╭─ RECORD EXCERPTS

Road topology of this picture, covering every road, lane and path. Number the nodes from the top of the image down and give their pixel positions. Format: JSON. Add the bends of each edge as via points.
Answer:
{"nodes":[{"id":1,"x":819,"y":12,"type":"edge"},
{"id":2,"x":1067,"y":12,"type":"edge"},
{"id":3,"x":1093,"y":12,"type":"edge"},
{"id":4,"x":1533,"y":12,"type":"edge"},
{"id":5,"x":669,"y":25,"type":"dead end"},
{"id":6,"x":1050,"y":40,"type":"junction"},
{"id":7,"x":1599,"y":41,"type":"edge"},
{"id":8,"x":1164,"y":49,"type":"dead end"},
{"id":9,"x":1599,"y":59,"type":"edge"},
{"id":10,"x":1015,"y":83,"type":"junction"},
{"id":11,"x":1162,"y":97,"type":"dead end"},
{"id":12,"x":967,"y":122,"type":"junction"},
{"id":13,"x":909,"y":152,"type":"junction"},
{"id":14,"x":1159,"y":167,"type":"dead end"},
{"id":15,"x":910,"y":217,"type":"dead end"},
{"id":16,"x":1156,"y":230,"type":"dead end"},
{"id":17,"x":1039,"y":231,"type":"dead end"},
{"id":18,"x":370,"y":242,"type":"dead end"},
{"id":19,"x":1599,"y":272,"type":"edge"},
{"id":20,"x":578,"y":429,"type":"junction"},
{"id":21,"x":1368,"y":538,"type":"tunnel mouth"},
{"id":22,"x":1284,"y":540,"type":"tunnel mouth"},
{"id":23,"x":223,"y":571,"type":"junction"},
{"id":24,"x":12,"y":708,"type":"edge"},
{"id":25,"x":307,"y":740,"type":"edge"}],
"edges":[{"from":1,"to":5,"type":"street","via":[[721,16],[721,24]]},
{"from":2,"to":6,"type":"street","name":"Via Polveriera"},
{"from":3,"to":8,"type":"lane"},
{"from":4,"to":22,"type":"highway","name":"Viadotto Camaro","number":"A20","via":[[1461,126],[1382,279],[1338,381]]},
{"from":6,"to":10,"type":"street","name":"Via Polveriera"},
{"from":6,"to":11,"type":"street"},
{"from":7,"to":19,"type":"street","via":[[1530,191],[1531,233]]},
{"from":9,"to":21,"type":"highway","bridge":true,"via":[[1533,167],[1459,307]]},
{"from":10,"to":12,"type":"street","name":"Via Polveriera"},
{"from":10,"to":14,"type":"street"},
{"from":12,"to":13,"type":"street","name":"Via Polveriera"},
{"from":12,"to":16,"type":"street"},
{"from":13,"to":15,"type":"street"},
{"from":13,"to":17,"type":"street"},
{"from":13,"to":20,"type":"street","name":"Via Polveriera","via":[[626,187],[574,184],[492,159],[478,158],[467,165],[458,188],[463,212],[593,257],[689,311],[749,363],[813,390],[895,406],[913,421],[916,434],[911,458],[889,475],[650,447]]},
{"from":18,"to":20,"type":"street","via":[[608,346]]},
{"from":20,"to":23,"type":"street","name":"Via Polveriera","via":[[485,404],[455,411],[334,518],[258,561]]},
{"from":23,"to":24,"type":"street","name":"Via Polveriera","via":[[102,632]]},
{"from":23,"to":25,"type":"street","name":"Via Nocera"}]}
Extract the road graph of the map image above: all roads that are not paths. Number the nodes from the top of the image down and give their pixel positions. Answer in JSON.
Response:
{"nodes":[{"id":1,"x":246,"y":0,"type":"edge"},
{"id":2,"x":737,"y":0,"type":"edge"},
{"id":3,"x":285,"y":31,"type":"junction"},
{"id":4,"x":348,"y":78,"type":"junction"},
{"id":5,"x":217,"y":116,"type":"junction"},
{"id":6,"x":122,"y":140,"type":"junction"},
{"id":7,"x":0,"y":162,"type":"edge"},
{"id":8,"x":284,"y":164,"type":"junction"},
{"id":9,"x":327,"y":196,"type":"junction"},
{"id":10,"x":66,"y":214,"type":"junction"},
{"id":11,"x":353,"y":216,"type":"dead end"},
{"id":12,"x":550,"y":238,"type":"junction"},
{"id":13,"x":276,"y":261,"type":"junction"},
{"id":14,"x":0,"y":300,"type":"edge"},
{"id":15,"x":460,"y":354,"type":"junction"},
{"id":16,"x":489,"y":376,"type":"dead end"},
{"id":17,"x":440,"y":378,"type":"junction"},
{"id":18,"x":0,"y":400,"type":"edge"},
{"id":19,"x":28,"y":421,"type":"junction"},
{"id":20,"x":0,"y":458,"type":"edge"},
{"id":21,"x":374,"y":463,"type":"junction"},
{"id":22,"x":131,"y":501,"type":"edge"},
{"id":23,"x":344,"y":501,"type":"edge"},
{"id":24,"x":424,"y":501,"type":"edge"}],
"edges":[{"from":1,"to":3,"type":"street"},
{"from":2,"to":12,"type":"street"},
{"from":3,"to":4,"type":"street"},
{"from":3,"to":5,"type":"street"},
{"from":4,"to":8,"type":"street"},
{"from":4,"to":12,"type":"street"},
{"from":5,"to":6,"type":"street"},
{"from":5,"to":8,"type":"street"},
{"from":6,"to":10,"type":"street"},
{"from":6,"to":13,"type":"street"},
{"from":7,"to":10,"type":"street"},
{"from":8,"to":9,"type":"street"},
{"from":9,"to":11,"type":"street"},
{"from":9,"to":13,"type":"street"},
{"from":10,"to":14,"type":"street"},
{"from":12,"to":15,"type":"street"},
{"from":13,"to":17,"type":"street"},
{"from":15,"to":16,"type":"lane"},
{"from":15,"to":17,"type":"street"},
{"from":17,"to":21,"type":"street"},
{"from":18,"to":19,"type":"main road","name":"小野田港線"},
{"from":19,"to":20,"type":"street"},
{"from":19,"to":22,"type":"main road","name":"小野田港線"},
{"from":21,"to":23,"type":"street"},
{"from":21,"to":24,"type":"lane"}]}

╰─

DIRECTIONS FOR THIS TASK: Set down the complete listing once more, exactly as it stands above.

ANSWER TO THE PROBLEM:
Road topology of this picture, covering every road, lane and path. Number the nodes from the top of the image down and give their pixel positions. Format: JSON. Add the bends of each edge as via points.
Answer:
{"nodes":[{"id":1,"x":819,"y":12,"type":"edge"},
{"id":2,"x":1067,"y":12,"type":"edge"},
{"id":3,"x":1093,"y":12,"type":"edge"},
{"id":4,"x":1533,"y":12,"type":"edge"},
{"id":5,"x":669,"y":25,"type":"dead end"},
{"id":6,"x":1050,"y":40,"type":"junction"},
{"id":7,"x":1599,"y":41,"type":"edge"},
{"id":8,"x":1164,"y":49,"type":"dead end"},
{"id":9,"x":1599,"y":59,"type":"edge"},
{"id":10,"x":1015,"y":83,"type":"junction"},
{"id":11,"x":1162,"y":97,"type":"dead end"},
{"id":12,"x":967,"y":122,"type":"junction"},
{"id":13,"x":909,"y":152,"type":"junction"},
{"id":14,"x":1159,"y":167,"type":"dead end"},
{"id":15,"x":910,"y":217,"type":"dead end"},
{"id":16,"x":1156,"y":230,"type":"dead end"},
{"id":17,"x":1039,"y":231,"type":"dead end"},
{"id":18,"x":370,"y":242,"type":"dead end"},
{"id":19,"x":1599,"y":272,"type":"edge"},
{"id":20,"x":578,"y":429,"type":"junction"},
{"id":21,"x":1368,"y":538,"type":"tunnel mouth"},
{"id":22,"x":1284,"y":540,"type":"tunnel mouth"},
{"id":23,"x":223,"y":571,"type":"junction"},
{"id":24,"x":12,"y":708,"type":"edge"},
{"id":25,"x":307,"y":740,"type":"edge"}],
"edges":[{"from":1,"to":5,"type":"street","via":[[721,16],[721,24]]},
{"from":2,"to":6,"type":"street","name":"Via Polveriera"},
{"from":3,"to":8,"type":"lane"},
{"from":4,"to":22,"type":"highway","name":"Viadotto Camaro","number":"A20","via":[[1461,126],[1382,279],[1338,381]]},
{"from":6,"to":10,"type":"street","name":"Via Polveriera"},
{"from":6,"to":11,"type":"street"},
{"from":7,"to":19,"type":"street","via":[[1530,191],[1531,233]]},
{"from":9,"to":21,"type":"highway","bridge":true,"via":[[1533,167],[1459,307]]},
{"from":10,"to":12,"type":"street","name":"Via Polveriera"},
{"from":10,"to":14,"type":"street"},
{"from":12,"to":13,"type":"street","name":"Via Polveriera"},
{"from":12,"to":16,"type":"street"},
{"from":13,"to":15,"type":"street"},
{"from":13,"to":17,"type":"street"},
{"from":13,"to":20,"type":"street","name":"Via Polveriera","via":[[626,187],[574,184],[492,159],[478,158],[467,165],[458,188],[463,212],[593,257],[689,311],[749,363],[813,390],[895,406],[913,421],[916,434],[911,458],[889,475],[650,447]]},
{"from":18,"to":20,"type":"street","via":[[608,346]]},
{"from":20,"to":23,"type":"street","name":"Via Polveriera","via":[[485,404],[455,411],[334,518],[258,561]]},
{"from":23,"to":24,"type":"street","name":"Via Polveriera","via":[[102,632]]},
{"from":23,"to":25,"type":"street","name":"Via Nocera"}]}
Extract the road graph of the map image above: all roads that are not paths. Number the nodes from the top of the image down and give their pixel positions. Answer in JSON.
Response:
{"nodes":[{"id":1,"x":246,"y":0,"type":"edge"},
{"id":2,"x":737,"y":0,"type":"edge"},
{"id":3,"x":285,"y":31,"type":"junction"},
{"id":4,"x":348,"y":78,"type":"junction"},
{"id":5,"x":217,"y":116,"type":"junction"},
{"id":6,"x":122,"y":140,"type":"junction"},
{"id":7,"x":0,"y":162,"type":"edge"},
{"id":8,"x":284,"y":164,"type":"junction"},
{"id":9,"x":327,"y":196,"type":"junction"},
{"id":10,"x":66,"y":214,"type":"junction"},
{"id":11,"x":353,"y":216,"type":"dead end"},
{"id":12,"x":550,"y":238,"type":"junction"},
{"id":13,"x":276,"y":261,"type":"junction"},
{"id":14,"x":0,"y":300,"type":"edge"},
{"id":15,"x":460,"y":354,"type":"junction"},
{"id":16,"x":489,"y":376,"type":"dead end"},
{"id":17,"x":440,"y":378,"type":"junction"},
{"id":18,"x":0,"y":400,"type":"edge"},
{"id":19,"x":28,"y":421,"type":"junction"},
{"id":20,"x":0,"y":458,"type":"edge"},
{"id":21,"x":374,"y":463,"type":"junction"},
{"id":22,"x":131,"y":501,"type":"edge"},
{"id":23,"x":344,"y":501,"type":"edge"},
{"id":24,"x":424,"y":501,"type":"edge"}],
"edges":[{"from":1,"to":3,"type":"street"},
{"from":2,"to":12,"type":"street"},
{"from":3,"to":4,"type":"street"},
{"from":3,"to":5,"type":"street"},
{"from":4,"to":8,"type":"street"},
{"from":4,"to":12,"type":"street"},
{"from":5,"to":6,"type":"street"},
{"from":5,"to":8,"type":"street"},
{"from":6,"to":10,"type":"street"},
{"from":6,"to":13,"type":"street"},
{"from":7,"to":10,"type":"street"},
{"from":8,"to":9,"type":"street"},
{"from":9,"to":11,"type":"street"},
{"from":9,"to":13,"type":"street"},
{"from":10,"to":14,"type":"street"},
{"from":12,"to":15,"type":"street"},
{"from":13,"to":17,"type":"street"},
{"from":15,"to":16,"type":"lane"},
{"from":15,"to":17,"type":"street"},
{"from":17,"to":21,"type":"street"},
{"from":18,"to":19,"type":"main road","name":"小野田港線"},
{"from":19,"to":20,"type":"street"},
{"from":19,"to":22,"type":"main road","name":"小野田港線"},
{"from":21,"to":23,"type":"street"},
{"from":21,"to":24,"type":"lane"}]}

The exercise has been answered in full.